» Required action:
Scan the entries below for the word "Barefield", then copy each line that holds it.

┌──

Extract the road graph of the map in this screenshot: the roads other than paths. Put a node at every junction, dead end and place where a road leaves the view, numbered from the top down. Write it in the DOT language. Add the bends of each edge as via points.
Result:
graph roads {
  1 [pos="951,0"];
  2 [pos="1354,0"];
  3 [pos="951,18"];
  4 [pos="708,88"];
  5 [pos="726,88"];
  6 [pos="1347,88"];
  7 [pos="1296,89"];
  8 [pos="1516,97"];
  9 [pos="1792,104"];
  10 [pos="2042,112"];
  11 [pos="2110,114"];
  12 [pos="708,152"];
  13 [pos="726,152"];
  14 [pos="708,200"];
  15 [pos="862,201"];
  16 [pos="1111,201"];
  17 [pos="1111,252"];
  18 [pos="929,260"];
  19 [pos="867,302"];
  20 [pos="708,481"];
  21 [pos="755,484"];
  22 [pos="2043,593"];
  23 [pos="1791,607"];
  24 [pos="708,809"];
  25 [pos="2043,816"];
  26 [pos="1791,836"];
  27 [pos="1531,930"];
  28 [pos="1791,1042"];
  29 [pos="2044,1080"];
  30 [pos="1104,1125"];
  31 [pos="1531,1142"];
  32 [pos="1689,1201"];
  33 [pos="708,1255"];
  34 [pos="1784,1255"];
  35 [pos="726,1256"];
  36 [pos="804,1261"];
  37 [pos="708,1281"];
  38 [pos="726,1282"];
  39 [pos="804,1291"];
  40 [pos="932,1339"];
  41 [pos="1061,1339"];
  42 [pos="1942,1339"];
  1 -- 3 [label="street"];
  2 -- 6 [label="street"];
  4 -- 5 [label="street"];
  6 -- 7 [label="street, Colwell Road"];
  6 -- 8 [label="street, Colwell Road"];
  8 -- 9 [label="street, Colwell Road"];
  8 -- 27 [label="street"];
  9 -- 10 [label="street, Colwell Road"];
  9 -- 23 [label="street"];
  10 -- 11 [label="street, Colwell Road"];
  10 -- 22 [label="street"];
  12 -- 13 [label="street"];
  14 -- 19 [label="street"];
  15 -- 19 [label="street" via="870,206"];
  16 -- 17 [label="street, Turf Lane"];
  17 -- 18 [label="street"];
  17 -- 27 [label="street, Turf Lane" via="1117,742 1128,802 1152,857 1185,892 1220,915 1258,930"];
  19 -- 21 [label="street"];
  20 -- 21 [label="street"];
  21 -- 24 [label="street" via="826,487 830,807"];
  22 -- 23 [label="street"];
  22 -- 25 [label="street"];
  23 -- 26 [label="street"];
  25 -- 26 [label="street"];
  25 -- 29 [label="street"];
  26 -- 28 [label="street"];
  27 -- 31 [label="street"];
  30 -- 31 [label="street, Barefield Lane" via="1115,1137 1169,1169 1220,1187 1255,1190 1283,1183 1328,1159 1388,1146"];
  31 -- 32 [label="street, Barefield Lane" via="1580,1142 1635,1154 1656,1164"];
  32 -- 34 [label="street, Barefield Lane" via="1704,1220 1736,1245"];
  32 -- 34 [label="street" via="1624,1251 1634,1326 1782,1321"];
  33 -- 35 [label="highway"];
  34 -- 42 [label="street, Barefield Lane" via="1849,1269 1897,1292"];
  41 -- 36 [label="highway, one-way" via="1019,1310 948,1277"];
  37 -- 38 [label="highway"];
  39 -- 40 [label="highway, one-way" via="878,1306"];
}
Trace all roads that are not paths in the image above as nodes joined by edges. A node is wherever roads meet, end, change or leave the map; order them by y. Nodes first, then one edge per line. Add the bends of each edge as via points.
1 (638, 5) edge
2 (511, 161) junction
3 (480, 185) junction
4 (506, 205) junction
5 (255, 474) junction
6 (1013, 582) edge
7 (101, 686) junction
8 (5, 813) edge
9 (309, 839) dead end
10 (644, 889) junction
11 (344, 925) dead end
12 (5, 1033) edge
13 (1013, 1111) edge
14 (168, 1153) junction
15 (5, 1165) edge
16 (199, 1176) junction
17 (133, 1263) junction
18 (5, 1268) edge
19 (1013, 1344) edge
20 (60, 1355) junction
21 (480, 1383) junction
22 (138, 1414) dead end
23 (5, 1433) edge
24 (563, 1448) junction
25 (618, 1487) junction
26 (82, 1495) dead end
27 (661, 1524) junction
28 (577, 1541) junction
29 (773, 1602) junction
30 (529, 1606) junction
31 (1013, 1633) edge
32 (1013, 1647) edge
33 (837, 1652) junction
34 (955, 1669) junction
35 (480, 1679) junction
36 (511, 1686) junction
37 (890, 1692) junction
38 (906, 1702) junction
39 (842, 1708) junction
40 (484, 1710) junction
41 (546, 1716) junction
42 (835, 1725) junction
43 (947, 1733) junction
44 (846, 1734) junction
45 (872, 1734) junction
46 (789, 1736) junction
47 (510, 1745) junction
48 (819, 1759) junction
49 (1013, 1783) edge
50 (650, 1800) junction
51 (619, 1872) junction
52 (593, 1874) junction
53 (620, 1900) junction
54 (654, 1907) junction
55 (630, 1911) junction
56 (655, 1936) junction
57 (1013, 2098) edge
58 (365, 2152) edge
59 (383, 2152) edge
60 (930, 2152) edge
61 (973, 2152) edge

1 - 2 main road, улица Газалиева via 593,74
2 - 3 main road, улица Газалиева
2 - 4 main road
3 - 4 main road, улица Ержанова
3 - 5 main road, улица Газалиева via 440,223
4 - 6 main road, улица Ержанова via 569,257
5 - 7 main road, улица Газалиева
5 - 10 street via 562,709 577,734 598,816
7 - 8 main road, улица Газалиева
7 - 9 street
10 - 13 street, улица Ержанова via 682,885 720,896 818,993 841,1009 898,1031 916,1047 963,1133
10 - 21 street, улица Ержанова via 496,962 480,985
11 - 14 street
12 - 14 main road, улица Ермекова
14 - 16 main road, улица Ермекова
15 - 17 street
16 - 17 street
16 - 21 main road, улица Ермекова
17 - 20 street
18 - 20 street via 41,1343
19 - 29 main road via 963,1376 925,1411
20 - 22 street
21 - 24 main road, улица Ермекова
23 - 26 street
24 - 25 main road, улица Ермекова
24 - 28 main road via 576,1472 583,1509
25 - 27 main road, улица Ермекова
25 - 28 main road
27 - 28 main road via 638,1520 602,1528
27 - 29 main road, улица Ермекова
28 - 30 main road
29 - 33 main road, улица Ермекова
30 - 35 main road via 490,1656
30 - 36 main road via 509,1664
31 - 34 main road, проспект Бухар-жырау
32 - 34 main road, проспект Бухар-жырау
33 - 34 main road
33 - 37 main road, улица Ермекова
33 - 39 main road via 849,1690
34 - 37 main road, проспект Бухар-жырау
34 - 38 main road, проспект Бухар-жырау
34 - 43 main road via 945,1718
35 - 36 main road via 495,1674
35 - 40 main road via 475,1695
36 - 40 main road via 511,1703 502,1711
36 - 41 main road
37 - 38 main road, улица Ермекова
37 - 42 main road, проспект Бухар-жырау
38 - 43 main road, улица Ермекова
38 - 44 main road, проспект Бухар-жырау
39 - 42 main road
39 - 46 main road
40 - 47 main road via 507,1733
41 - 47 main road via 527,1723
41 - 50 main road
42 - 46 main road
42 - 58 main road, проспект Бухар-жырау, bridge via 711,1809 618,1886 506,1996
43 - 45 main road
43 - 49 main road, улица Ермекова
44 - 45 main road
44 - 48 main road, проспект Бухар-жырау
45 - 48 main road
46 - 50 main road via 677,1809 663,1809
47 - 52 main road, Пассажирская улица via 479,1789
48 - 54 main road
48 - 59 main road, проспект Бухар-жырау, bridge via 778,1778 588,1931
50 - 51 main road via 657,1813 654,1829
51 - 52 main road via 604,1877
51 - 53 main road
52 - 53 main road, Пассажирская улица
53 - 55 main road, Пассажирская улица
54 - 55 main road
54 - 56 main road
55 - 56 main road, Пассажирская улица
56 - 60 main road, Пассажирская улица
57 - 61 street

└──

» Answer below:
  30 -- 31 [label="street, Barefield Lane" via="1115,1137 1169,1169 1220,1187 1255,1190 1283,1183 1328,1159 1388,1146"];
  31 -- 32 [label="street, Barefield Lane" via="1580,1142 1635,1154 1656,1164"];
  32 -- 34 [label="street, Barefield Lane" via="1704,1220 1736,1245"];
  34 -- 42 [label="street, Barefield Lane" via="1849,1269 1897,1292"];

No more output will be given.